Kiedy wszystko już prawie gotowe, wypada podziękować. Tych szczególnie szczególnych kopnie zaszczyt obecności na płycie. Ale że świat to już chyba ponad 6000000000 typa, to warto już tu i teraz pomachać kilku przedstawicielom tej sporej grupy którym nieobojętny był los naszej trupy. Chcemy też żebyście wiedzieli że nie jesteśmy bandą wyzutych z uczuć nazi-harcerzy.
Kolejność (prawie) przypadkowa. Dzięki Pilu za to, za co nie wiem czy publicznie mogę podziękować, bo wiesz.. Dzięki wielkie dla Remika i Banana za to, że specjalnie urlopowali More Than Three żebyśmy mogli jeździć na ich muzycznych wehikułach. Dzięki dla Rudej za odciążenie nas na froncie menadżerskim. Odwdzięczymy się w warzywach. I miała być lista długa na kilometr a ja już nie pamiętam komu miałem podziękować. Fałszywy typ. Z pewnością cdn
Czy to jest nasza okładka? A czy my się nazywamy Beach Boys??
_________________
P.s. Lokisa:
Tą śliczną fotografię miejsca w ktorym pewnie nigdy nie będzie dane nam być wykonał kolega Robert ( tak to ten co kiedyś nagral swoją płytę u Albiniego - jako nieliczny (?) Jedyny( ?) Polonus.
Kolejne fenksy składam Januszowi za jego piecyk Marszallllll - co prawda w końcu nie użyty, ale pożyczony oraz pierwsze nasze demo, które umożliwiło nam prace z Kubą...dalej... Jankowi W. za jego JCM 800, na którym jak legenda głosi nagrano "Dorosłe Dzieci" Turbo ( i tym razem to nie żart).

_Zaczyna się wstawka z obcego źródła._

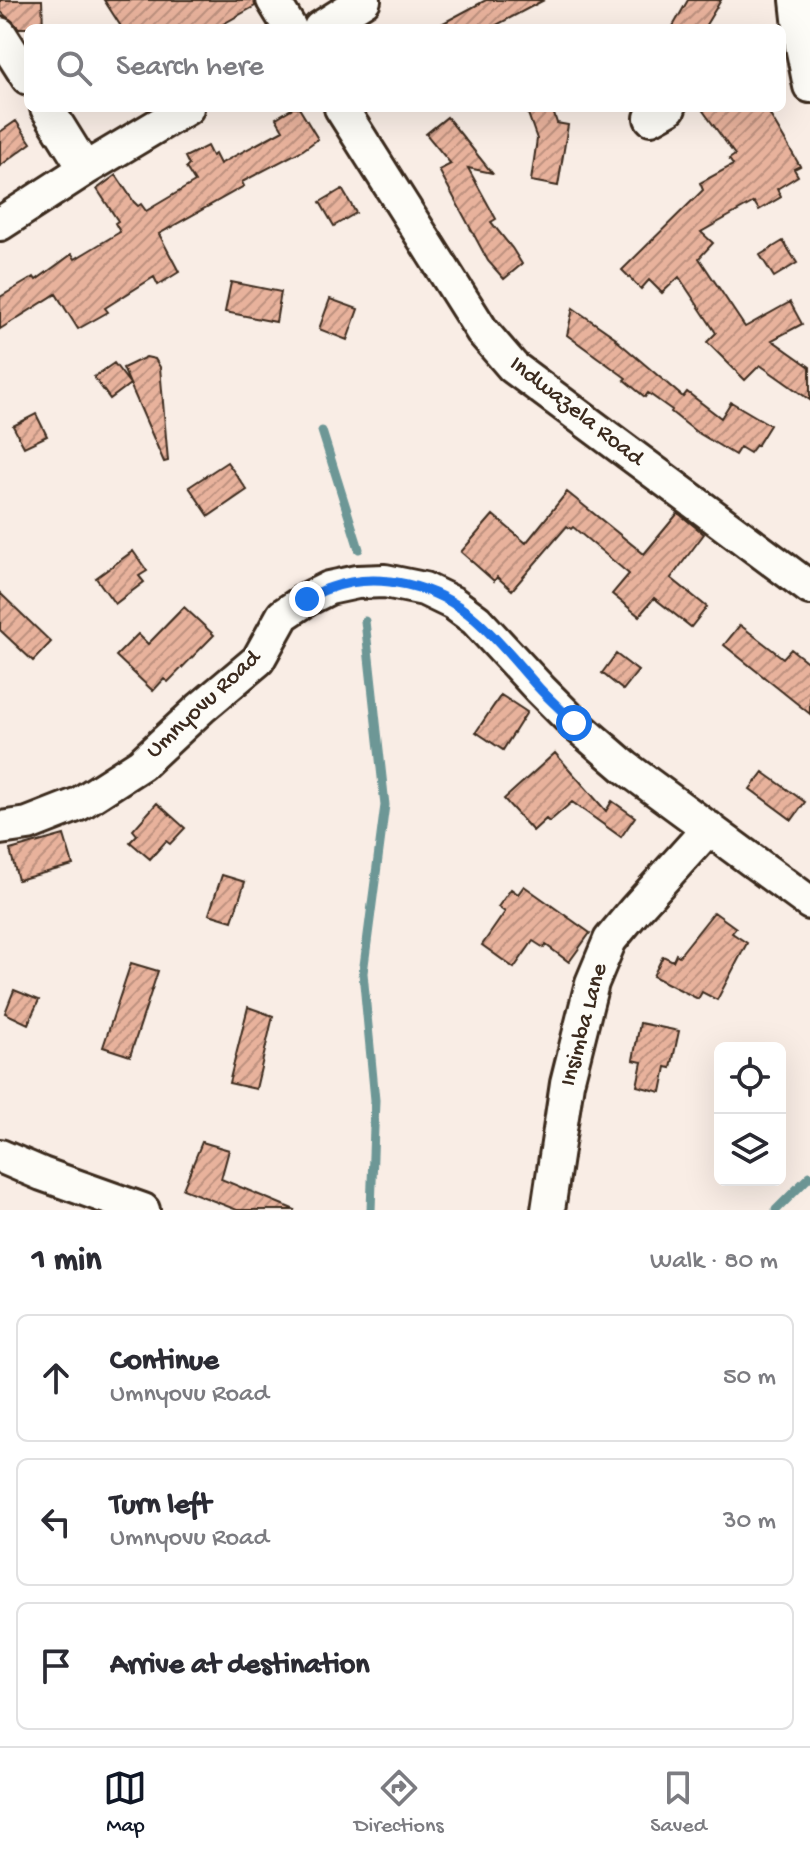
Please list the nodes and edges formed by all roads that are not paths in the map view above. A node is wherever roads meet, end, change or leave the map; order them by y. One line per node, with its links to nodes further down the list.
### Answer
1 (273, 0): 4 (street)
2 (364, 0): 5 (street)
3 (797, 0): 7 (street)
4 (288, 24)
5 (326, 24)
6 (0, 34): 8 (street)
7 (792, 48): 9 (street)
8 (24, 72)
9 (810, 86)
10 (49, 112): 13 (street)
11 (180, 112): 13 (street)
12 (344, 112): 15 (street, Indwazela Road)
13 (85, 169): 14 (street)
14 (0, 224)
15 (810, 588)
16 (0, 828): 17 (street, Umnyovu Road)
17 (709, 828): 18 (street, Umnyovu Road); 21 (street, Insimba Lane)
18 (810, 903)
19 (0, 1156): 20 (street)
20 (143, 1210)
21 (548, 1210)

Piotrowi za fajnego Telecasterka Customa- skośnookiego - ale zacnego - na nim poszła druga gitarka.Remiksowi,Perle, Krzychowi i tak dalej i dalej...
Stokrotne dzięki Pilowi - on wie za co - gdyby nie Ty w wymiarze materialnym i duchowym - znowu gówno by z tego było. Naprawdę.
Dzięki naszym wszystkim konsultantom i pomocnikom, których nękam telefonicznie i internetowo ( wiecie ze o Was chodzi). Dzięki Roodej za wiarę w sprawę od początku i przede wszystkim niekończący się optymizm!